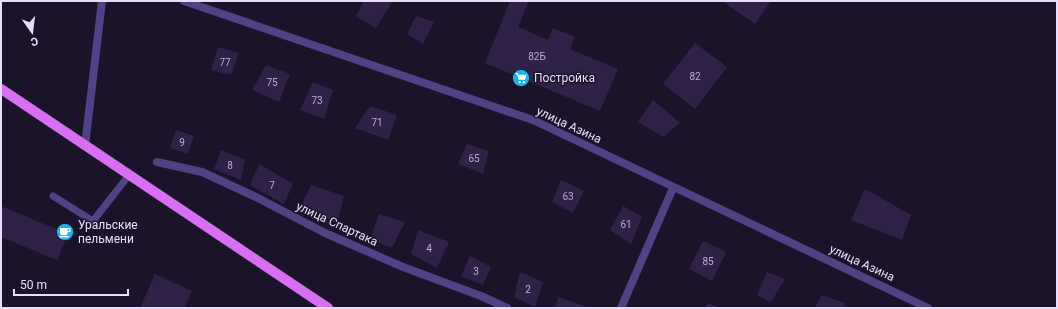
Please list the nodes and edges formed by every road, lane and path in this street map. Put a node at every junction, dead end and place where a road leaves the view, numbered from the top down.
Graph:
1 (102, 1) edge
2 (184, 1) edge
3 (1, 89) edge
4 (85, 146) junction
5 (158, 162) dead end
6 (129, 175) junction
7 (673, 188) junction
8 (53, 196) dead end
9 (328, 308) edge
10 (507, 308) edge
11 (622, 308) edge
12 (928, 308) edge

1 - 4 street
2 - 7 street, улица Азина
3 - 4 main road
4 - 6 main road
5 - 10 street, улица Спартака
6 - 8 lane
6 - 9 main road
7 - 11 street
7 - 12 street, улица Азина

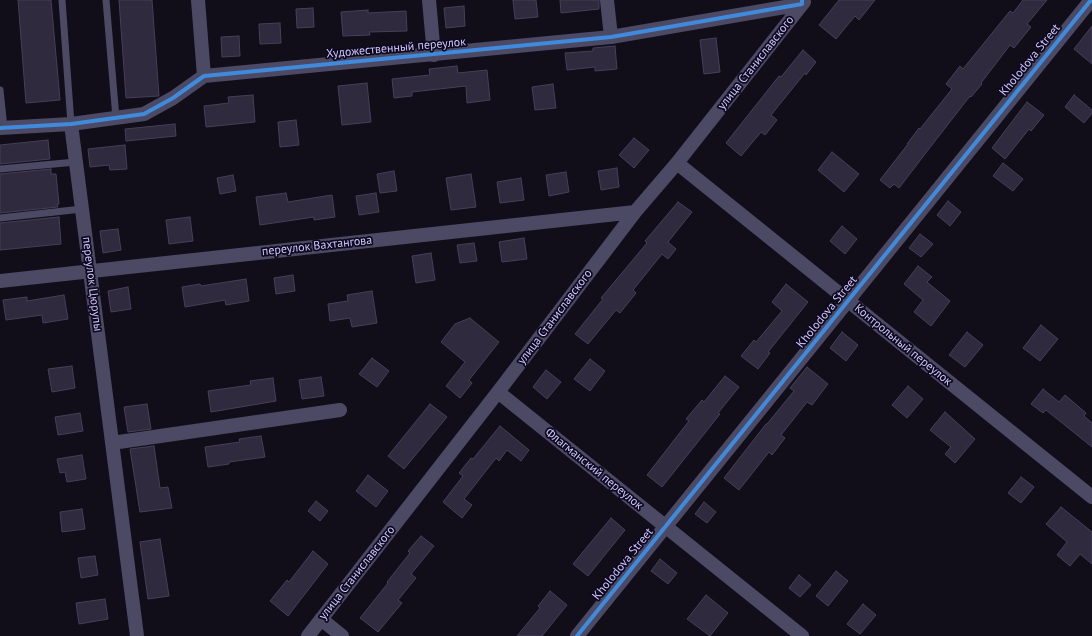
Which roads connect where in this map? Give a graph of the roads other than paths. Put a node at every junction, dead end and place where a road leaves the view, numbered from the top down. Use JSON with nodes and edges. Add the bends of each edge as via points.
{"nodes":[{"id":1,"x":62,"y":0,"type":"edge"},
{"id":2,"x":106,"y":0,"type":"edge"},
{"id":3,"x":198,"y":0,"type":"edge"},
{"id":4,"x":429,"y":0,"type":"edge"},
{"id":5,"x":607,"y":0,"type":"edge"},
{"id":6,"x":803,"y":1,"type":"edge"},
{"id":7,"x":1088,"y":4,"type":"edge"},
{"id":8,"x":611,"y":38,"type":"junction"},
{"id":9,"x":434,"y":55,"type":"junction"},
{"id":10,"x":204,"y":76,"type":"junction"},
{"id":11,"x":0,"y":90,"type":"edge"},
{"id":12,"x":116,"y":118,"type":"junction"},
{"id":13,"x":72,"y":124,"type":"junction"},
{"id":14,"x":2,"y":128,"type":"edge"},
{"id":15,"x":76,"y":162,"type":"junction"},
{"id":16,"x":677,"y":163,"type":"junction"},
{"id":17,"x":0,"y":169,"type":"edge"},
{"id":18,"x":82,"y":209,"type":"junction"},
{"id":19,"x":635,"y":212,"type":"junction"},
{"id":20,"x":0,"y":218,"type":"edge"},
{"id":21,"x":90,"y":270,"type":"junction"},
{"id":22,"x":0,"y":281,"type":"edge"},
{"id":23,"x":848,"y":301,"type":"junction"},
{"id":24,"x":498,"y":392,"type":"junction"},
{"id":25,"x":340,"y":410,"type":"dead end"},
{"id":26,"x":112,"y":443,"type":"junction"},
{"id":27,"x":1092,"y":497,"type":"edge"},
{"id":28,"x":666,"y":527,"type":"junction"},
{"id":29,"x":321,"y":619,"type":"junction"},
{"id":30,"x":137,"y":636,"type":"edge"},
{"id":31,"x":308,"y":636,"type":"edge"},
{"id":32,"x":342,"y":636,"type":"edge"},
{"id":33,"x":578,"y":636,"type":"edge"},
{"id":34,"x":802,"y":636,"type":"edge"}],
"edges":[{"from":1,"to":13,"type":"lane"},
{"from":2,"to":12,"type":"lane"},
{"from":3,"to":10,"type":"street"},
{"from":4,"to":9,"type":"street"},
{"from":5,"to":8,"type":"street"},
{"from":6,"to":8,"type":"street","name":"Художественный переулок"},
{"from":6,"to":16,"type":"street","name":"улица Станиславского"},
{"from":7,"to":23,"type":"street","name":"Kholodova Street"},
{"from":8,"to":9,"type":"street","name":"Художественный переулок"},
{"from":9,"to":10,"type":"street","name":"Художественный переулок"},
{"from":10,"to":12,"type":"street","via":[[144,114]]},
{"from":11,"to":14,"type":"lane"},
{"from":12,"to":13,"type":"street"},
{"from":13,"to":14,"type":"street"},
{"from":13,"to":15,"type":"street","name":"переулок Цюрупы"},
{"from":15,"to":17,"type":"lane"},
{"from":15,"to":18,"type":"street","name":"переулок Цюрупы"},
{"from":16,"to":19,"type":"street","name":"улица Станиславского"},
{"from":16,"to":23,"type":"street","name":"Контрольный переулок"},
{"from":18,"to":20,"type":"lane"},
{"from":18,"to":21,"type":"street","name":"переулок Цюрупы"},
{"from":19,"to":21,"type":"street","name":"переулок Вахтангова"},
{"from":19,"to":24,"type":"street","name":"улица Станиславского"},
{"from":21,"to":22,"type":"street","name":"переулок Вахтангова"},
{"from":21,"to":26,"type":"street","name":"переулок Цюрупы"},
{"from":23,"to":27,"type":"street","name":"Контрольный переулок"},
{"from":23,"to":28,"type":"street","name":"Kholodova Street"},
{"from":24,"to":28,"type":"street","name":"Флагманский переулок"},
{"from":24,"to":29,"type":"street","name":"улица Станиславского"},
{"from":25,"to":26,"type":"street"},
{"from":26,"to":30,"type":"street","name":"переулок Цюрупы"},
{"from":28,"to":33,"type":"street","name":"Kholodova Street"},
{"from":28,"to":34,"type":"street","name":"Флагманский переулок"},
{"from":29,"to":31,"type":"street","name":"улица Станиславского"},
{"from":29,"to":32,"type":"street"}]}
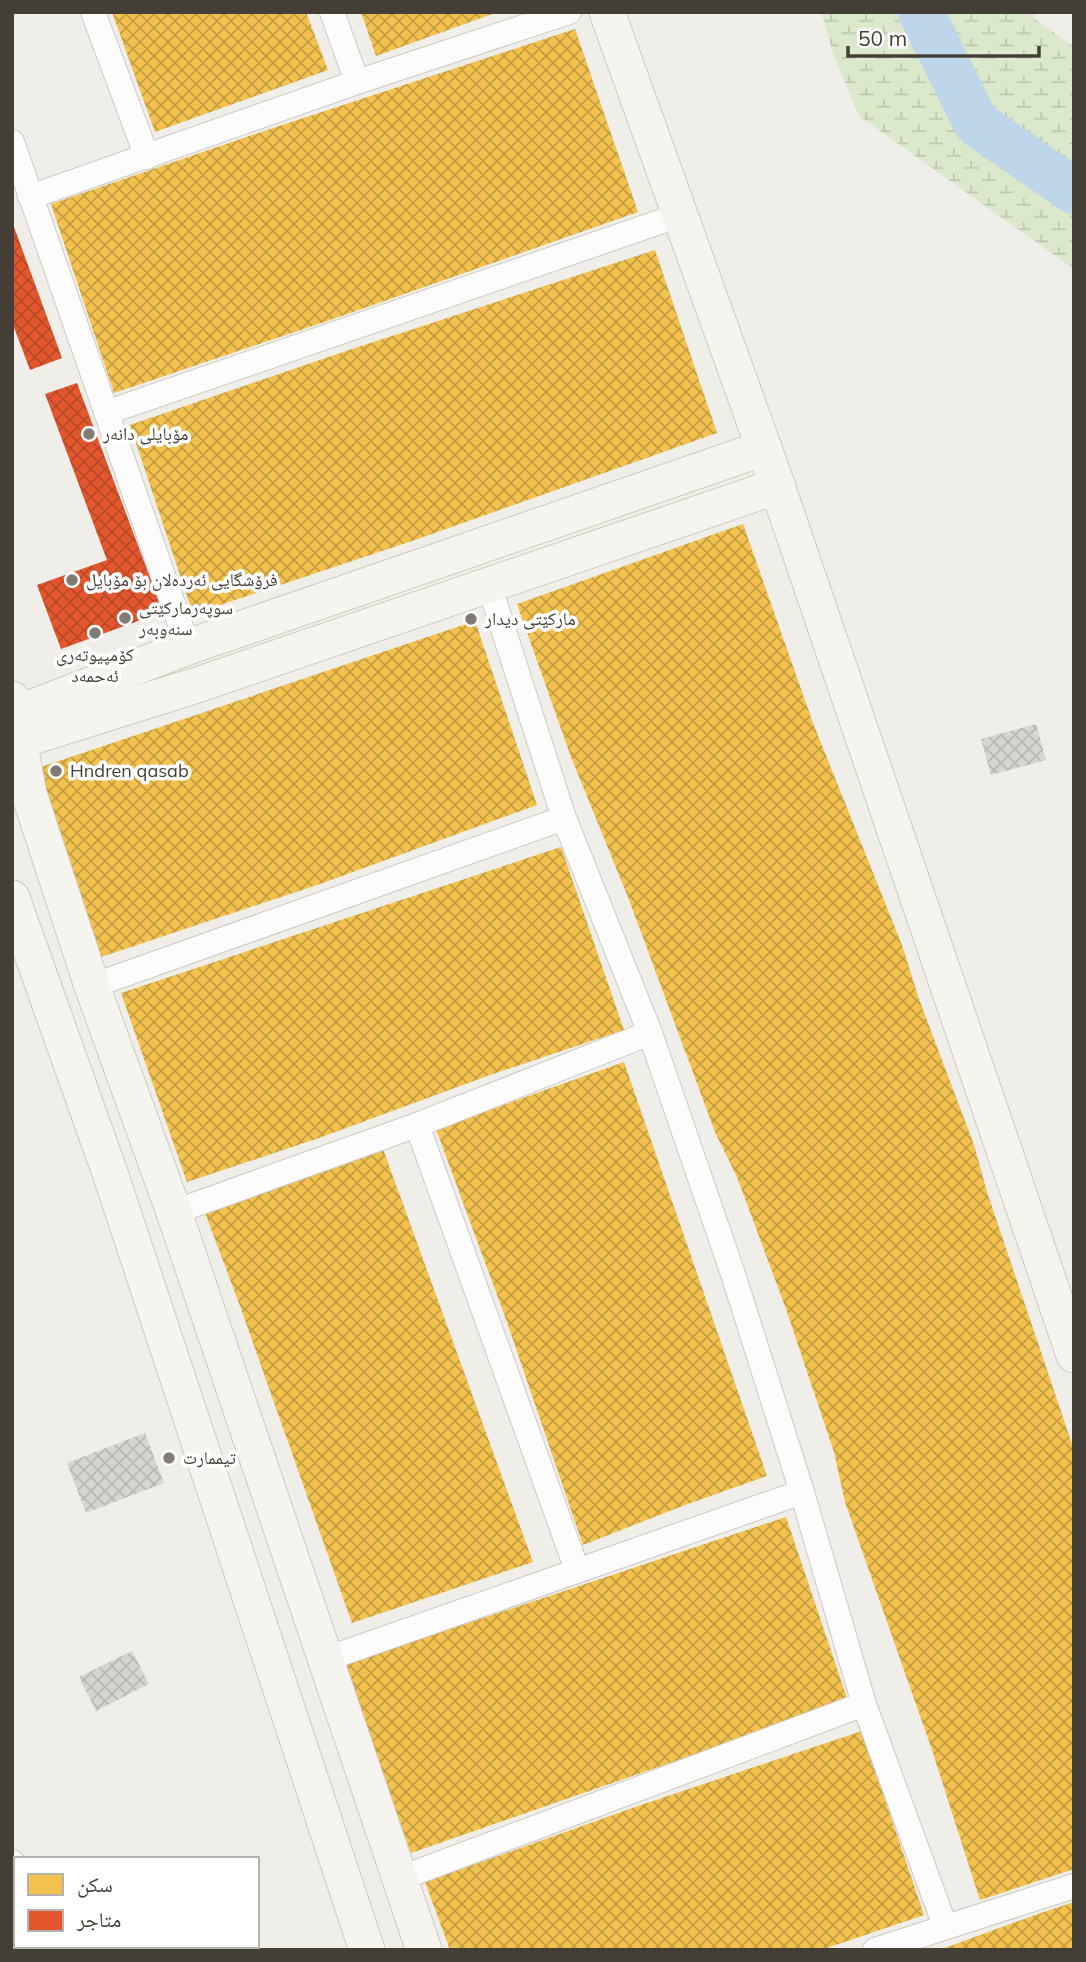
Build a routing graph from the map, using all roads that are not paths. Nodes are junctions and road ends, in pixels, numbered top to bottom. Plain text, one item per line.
1 (93, 12) edge
2 (332, 12) edge
3 (569, 12) edge
4 (607, 12) edge
5 (357, 82) junction
6 (12, 142) edge
7 (147, 157) junction
8 (30, 197) junction
9 (680, 215) junction
10 (108, 412) junction
11 (764, 448) junction
12 (778, 486) junction
13 (489, 585) junction
14 (188, 647) junction
15 (16, 727) edge
16 (564, 818) junction
17 (12, 898) edge
18 (92, 986) junction
19 (650, 1033) junction
20 (417, 1125) junction
21 (174, 1212) junction
22 (1074, 1355) edge
23 (802, 1492) junction
24 (577, 1570) junction
25 (326, 1659) junction
26 (864, 1704) junction
27 (401, 1878) junction
28 (1074, 1886) edge
29 (945, 1926) junction
30 (367, 1950) edge
31 (424, 1950) edge
32 (875, 1950) edge

1 - 7 street
2 - 5 street
3 - 5 street
4 - 9 street
5 - 7 street
6 - 8 street
7 - 8 street
8 - 10 street
9 - 10 street
9 - 11 street
10 - 14 street
11 - 12 street
11 - 14 street
12 - 13 street
12 - 22 street
13 - 15 street
13 - 16 street
14 - 15 street
15 - 18 street
16 - 18 street
16 - 19 street
17 - 30 street
18 - 21 street
19 - 20 street
19 - 23 street
20 - 21 street
20 - 24 street
21 - 25 street
23 - 24 street
23 - 26 street
24 - 25 street
25 - 27 street
26 - 27 street
26 - 29 street
27 - 31 street
28 - 29 street
29 - 32 street

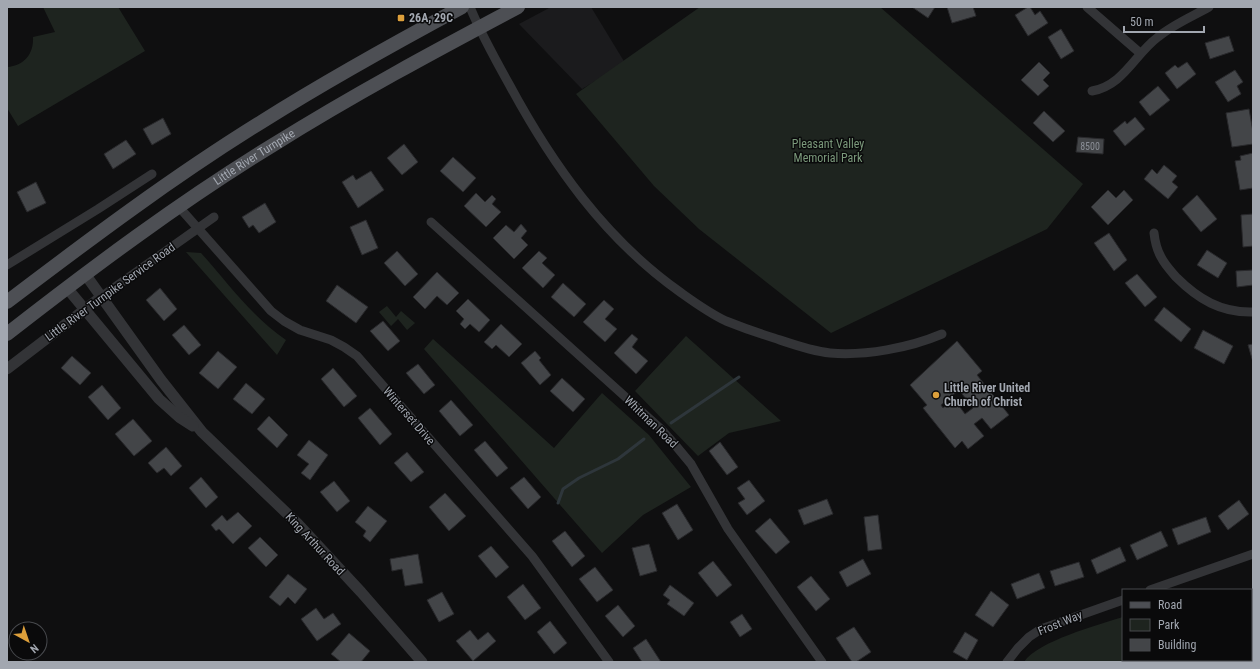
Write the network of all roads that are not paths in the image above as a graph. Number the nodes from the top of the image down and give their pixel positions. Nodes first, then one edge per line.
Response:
1 (462, 7) edge
2 (470, 7) edge
3 (518, 7) edge
4 (1087, 7) edge
5 (1209, 7) edge
6 (479, 28) junction
7 (1140, 53) junction
8 (1092, 91) dead end
9 (152, 174) dead end
10 (179, 207) junction
11 (214, 216) dead end
12 (431, 222) dead end
13 (197, 228) junction
14 (1154, 234) dead end
15 (7, 265) edge
16 (85, 274) junction
17 (67, 288) junction
18 (101, 297) junction
19 (7, 302) edge
20 (85, 309) junction
21 (1253, 312) edge
22 (7, 334) edge
23 (942, 334) dead end
24 (7, 369) edge
25 (202, 432) junction
26 (1253, 554) edge
27 (1153, 589) edge
28 (1122, 600) edge
29 (422, 662) edge
30 (609, 662) edge
31 (822, 662) edge
32 (1007, 662) edge

1 - 19 main road, Little River Turnpike
2 - 6 street
3 - 6 main road, Little River Turnpike
4 - 7 street
5 - 7 street
6 - 10 main road, Little River Turnpike
6 - 23 street
7 - 8 street
9 - 15 street
10 - 13 street, Winterset Drive
10 - 16 main road, Little River Turnpike
11 - 13 street, Little River Turnpike Service Road
12 - 31 street, Whitman Road
13 - 18 street, Little River Turnpike Service Road
13 - 30 street, Winterset Drive
14 - 21 street
16 - 17 main road, Little River Turnpike
16 - 18 street, King Arthur Road
17 - 20 street, King Arthur Road
17 - 22 main road, Little River Turnpike
18 - 20 street, Little River Turnpike Service Road
18 - 25 street, King Arthur Road
20 - 24 street, Little River Turnpike Service Road
20 - 25 street, King Arthur Road
25 - 29 street, King Arthur Road
26 - 27 street
28 - 32 street, Frost Way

####################

• EXERCISE PROMPT: In the data above, copy every line where the string "Drive" appears.

• SOLUTION FOR THIS TASK:
10 - 13 street, Winterset Drive
13 - 30 street, Winterset Drive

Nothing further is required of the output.